▶ [Data shown]

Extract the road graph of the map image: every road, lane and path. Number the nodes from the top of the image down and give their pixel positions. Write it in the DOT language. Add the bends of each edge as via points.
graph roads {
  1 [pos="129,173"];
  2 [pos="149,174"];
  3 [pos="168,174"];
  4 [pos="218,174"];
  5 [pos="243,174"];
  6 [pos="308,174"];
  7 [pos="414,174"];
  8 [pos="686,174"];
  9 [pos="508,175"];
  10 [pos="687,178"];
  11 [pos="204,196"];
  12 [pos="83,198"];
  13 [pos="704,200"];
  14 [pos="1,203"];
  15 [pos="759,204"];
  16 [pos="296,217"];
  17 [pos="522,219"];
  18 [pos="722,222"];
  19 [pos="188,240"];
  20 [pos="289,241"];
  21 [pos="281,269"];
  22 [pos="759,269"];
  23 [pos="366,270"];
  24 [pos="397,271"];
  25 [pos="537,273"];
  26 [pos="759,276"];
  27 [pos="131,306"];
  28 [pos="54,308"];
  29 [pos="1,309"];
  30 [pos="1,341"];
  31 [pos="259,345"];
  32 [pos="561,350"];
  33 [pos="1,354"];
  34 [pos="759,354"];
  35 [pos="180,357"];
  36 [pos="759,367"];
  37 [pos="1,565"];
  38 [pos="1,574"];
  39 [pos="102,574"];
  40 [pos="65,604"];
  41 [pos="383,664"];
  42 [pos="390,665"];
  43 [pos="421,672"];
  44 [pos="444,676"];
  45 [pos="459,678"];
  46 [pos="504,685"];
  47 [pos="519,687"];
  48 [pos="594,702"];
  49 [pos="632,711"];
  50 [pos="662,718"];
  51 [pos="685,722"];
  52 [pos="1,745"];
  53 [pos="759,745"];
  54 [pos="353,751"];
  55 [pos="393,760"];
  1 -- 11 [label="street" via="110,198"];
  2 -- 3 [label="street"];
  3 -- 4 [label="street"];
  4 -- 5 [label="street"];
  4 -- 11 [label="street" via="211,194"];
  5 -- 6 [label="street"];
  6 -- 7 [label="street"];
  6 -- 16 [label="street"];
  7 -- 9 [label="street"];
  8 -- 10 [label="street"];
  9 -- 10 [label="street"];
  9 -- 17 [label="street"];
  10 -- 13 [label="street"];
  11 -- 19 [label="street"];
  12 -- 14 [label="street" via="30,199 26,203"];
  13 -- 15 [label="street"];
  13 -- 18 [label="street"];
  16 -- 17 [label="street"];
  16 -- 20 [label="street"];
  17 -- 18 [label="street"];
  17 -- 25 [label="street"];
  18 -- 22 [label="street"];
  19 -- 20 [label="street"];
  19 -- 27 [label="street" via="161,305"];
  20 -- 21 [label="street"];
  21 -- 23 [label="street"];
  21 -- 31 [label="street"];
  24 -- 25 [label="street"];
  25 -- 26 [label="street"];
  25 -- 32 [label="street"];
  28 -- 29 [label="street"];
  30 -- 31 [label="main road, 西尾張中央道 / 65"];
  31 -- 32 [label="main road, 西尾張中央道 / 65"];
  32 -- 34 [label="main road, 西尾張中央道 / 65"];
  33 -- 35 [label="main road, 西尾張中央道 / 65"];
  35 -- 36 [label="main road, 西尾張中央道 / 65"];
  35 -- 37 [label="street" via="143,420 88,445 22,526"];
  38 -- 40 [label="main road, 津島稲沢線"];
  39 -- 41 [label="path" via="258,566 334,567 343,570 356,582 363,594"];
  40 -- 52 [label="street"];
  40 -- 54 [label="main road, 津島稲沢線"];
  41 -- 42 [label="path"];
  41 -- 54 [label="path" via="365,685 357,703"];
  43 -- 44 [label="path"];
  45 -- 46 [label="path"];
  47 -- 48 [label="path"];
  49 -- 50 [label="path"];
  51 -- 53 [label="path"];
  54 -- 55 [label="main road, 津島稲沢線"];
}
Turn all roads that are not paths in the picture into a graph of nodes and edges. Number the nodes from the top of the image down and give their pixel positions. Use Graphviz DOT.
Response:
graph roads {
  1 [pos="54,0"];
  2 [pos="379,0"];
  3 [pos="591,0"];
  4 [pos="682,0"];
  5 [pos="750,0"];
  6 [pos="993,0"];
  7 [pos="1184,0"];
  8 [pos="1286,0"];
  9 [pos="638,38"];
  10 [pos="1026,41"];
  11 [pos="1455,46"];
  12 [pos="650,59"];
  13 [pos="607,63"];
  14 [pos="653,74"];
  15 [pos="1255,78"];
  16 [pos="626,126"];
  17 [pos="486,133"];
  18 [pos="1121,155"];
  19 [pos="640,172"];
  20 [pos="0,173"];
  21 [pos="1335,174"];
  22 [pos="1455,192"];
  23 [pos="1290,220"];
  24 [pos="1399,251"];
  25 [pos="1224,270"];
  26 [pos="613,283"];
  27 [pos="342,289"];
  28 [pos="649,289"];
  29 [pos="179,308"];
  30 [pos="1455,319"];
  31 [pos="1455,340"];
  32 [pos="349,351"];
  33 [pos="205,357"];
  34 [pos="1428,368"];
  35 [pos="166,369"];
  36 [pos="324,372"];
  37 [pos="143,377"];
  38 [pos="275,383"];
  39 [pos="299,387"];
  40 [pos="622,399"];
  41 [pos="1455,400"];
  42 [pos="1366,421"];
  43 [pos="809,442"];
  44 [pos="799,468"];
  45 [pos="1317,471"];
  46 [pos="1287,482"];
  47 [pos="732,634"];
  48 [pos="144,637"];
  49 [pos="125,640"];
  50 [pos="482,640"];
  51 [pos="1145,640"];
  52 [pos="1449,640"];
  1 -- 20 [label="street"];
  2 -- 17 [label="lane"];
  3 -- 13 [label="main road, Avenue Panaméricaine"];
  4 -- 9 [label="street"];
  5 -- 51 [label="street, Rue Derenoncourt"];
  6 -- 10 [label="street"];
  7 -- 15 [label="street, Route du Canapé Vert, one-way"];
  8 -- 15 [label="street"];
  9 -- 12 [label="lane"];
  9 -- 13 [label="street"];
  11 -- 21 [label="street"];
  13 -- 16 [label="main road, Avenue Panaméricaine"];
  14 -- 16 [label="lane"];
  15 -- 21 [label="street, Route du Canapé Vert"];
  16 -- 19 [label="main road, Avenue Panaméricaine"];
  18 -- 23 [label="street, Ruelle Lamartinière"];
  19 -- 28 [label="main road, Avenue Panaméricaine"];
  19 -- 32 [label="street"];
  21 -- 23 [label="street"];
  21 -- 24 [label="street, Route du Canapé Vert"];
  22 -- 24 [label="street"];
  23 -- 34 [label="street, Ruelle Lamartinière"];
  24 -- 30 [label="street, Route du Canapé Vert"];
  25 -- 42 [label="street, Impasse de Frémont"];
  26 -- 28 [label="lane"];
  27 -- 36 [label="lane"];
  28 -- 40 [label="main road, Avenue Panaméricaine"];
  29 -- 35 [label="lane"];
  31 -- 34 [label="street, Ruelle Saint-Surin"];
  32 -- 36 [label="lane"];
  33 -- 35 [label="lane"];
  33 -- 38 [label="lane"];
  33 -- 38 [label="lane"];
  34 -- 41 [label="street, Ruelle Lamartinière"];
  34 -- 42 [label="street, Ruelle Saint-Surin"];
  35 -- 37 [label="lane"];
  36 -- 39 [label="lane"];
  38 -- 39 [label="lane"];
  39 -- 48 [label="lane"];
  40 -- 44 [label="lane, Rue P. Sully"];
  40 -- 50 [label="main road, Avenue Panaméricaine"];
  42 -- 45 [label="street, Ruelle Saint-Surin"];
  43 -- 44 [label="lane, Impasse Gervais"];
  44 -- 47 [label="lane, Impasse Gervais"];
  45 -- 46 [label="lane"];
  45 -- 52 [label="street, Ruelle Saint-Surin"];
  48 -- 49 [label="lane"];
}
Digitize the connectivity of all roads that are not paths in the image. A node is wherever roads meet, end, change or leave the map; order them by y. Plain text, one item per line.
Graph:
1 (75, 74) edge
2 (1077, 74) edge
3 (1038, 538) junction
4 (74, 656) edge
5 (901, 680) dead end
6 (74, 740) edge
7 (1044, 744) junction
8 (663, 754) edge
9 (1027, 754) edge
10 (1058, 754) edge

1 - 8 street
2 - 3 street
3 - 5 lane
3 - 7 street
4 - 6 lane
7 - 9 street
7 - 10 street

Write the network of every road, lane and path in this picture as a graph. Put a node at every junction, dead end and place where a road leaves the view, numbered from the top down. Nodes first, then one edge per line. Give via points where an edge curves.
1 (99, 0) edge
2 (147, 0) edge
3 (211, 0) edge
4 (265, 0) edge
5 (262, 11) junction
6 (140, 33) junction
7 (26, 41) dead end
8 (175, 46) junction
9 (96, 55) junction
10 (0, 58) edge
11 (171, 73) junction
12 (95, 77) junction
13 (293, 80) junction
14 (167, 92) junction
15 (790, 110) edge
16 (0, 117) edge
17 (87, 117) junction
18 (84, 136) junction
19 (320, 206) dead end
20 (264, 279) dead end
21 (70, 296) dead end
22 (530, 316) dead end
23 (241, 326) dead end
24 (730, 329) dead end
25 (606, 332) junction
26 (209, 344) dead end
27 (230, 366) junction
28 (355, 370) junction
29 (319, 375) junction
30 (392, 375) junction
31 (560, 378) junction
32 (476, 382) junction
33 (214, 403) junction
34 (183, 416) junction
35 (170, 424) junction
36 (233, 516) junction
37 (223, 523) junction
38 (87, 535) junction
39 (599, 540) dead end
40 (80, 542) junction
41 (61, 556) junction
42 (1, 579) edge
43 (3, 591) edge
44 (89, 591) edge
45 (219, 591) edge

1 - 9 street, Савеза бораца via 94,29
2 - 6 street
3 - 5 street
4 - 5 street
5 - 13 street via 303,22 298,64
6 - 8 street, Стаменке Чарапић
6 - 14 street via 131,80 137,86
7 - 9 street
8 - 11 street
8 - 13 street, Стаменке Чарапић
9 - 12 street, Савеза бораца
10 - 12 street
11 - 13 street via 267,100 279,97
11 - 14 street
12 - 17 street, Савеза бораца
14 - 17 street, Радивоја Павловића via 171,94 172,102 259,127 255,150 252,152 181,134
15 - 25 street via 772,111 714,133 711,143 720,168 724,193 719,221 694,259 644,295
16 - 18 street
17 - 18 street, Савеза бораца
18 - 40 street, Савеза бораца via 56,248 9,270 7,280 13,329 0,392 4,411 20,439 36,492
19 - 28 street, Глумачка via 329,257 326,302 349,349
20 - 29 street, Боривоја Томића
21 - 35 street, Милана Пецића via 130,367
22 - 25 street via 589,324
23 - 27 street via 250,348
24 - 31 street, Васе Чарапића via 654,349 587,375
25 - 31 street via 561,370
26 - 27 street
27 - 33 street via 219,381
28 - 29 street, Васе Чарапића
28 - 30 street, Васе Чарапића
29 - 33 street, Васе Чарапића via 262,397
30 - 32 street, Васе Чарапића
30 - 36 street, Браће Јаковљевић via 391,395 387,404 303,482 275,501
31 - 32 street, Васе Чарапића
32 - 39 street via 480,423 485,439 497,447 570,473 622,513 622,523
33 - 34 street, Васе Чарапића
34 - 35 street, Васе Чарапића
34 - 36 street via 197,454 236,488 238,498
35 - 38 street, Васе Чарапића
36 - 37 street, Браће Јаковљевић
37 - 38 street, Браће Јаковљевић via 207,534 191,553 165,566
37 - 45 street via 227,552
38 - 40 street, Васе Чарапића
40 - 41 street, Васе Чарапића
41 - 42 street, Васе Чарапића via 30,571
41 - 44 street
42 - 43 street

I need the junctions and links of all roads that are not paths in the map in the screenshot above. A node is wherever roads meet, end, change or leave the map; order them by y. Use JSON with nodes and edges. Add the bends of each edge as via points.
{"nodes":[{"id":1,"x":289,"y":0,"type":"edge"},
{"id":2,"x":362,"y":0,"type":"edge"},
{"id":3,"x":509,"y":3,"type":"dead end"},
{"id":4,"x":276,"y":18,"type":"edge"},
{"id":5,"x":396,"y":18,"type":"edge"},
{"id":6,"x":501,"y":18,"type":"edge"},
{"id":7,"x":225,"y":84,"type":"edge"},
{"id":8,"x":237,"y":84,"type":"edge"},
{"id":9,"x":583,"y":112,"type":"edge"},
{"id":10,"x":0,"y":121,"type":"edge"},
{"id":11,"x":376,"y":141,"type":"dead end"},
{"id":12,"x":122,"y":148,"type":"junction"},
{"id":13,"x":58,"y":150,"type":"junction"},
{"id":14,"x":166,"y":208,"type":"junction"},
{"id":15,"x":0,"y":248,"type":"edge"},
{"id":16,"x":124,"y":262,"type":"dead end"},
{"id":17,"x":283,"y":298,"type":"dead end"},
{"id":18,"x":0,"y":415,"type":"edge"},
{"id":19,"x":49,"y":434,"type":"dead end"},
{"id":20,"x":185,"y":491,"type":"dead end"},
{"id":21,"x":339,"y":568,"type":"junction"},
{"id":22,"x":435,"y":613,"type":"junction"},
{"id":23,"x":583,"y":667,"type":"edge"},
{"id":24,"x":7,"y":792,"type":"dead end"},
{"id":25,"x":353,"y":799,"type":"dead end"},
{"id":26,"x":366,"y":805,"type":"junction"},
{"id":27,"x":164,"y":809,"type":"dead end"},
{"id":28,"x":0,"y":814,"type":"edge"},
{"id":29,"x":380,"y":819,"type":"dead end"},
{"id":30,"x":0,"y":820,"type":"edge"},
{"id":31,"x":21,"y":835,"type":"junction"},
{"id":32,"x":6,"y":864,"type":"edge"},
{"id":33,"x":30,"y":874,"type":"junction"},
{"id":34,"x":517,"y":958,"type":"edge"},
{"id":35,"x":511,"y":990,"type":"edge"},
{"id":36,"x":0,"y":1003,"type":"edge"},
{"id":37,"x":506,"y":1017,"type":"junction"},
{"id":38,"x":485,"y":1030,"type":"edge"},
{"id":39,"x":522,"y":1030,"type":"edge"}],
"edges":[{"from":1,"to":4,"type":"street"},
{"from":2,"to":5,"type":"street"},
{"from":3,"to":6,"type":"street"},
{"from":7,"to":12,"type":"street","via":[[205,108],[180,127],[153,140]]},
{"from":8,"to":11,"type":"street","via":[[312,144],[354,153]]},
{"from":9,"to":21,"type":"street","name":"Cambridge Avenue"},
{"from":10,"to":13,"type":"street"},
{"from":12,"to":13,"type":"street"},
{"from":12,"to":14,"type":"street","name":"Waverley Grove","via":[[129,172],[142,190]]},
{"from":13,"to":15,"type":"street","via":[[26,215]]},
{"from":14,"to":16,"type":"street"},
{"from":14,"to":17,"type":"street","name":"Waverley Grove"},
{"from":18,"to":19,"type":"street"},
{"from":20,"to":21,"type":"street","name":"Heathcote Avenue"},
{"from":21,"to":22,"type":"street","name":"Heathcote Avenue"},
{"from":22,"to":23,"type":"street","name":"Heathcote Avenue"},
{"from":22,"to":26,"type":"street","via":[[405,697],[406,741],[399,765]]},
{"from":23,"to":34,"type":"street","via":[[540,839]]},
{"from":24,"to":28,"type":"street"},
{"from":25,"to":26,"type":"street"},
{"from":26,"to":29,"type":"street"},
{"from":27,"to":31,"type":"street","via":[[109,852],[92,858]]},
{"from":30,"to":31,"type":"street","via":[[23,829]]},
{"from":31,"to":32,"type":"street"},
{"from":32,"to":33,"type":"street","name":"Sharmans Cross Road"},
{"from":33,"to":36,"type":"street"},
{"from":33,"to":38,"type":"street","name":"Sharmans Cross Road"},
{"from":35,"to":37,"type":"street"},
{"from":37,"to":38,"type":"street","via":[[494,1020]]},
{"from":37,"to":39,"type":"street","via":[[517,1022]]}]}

▶ [What the task asks] Say how many lines above contain "them", and give no words besides the number.

▶ [Solution to this task] 2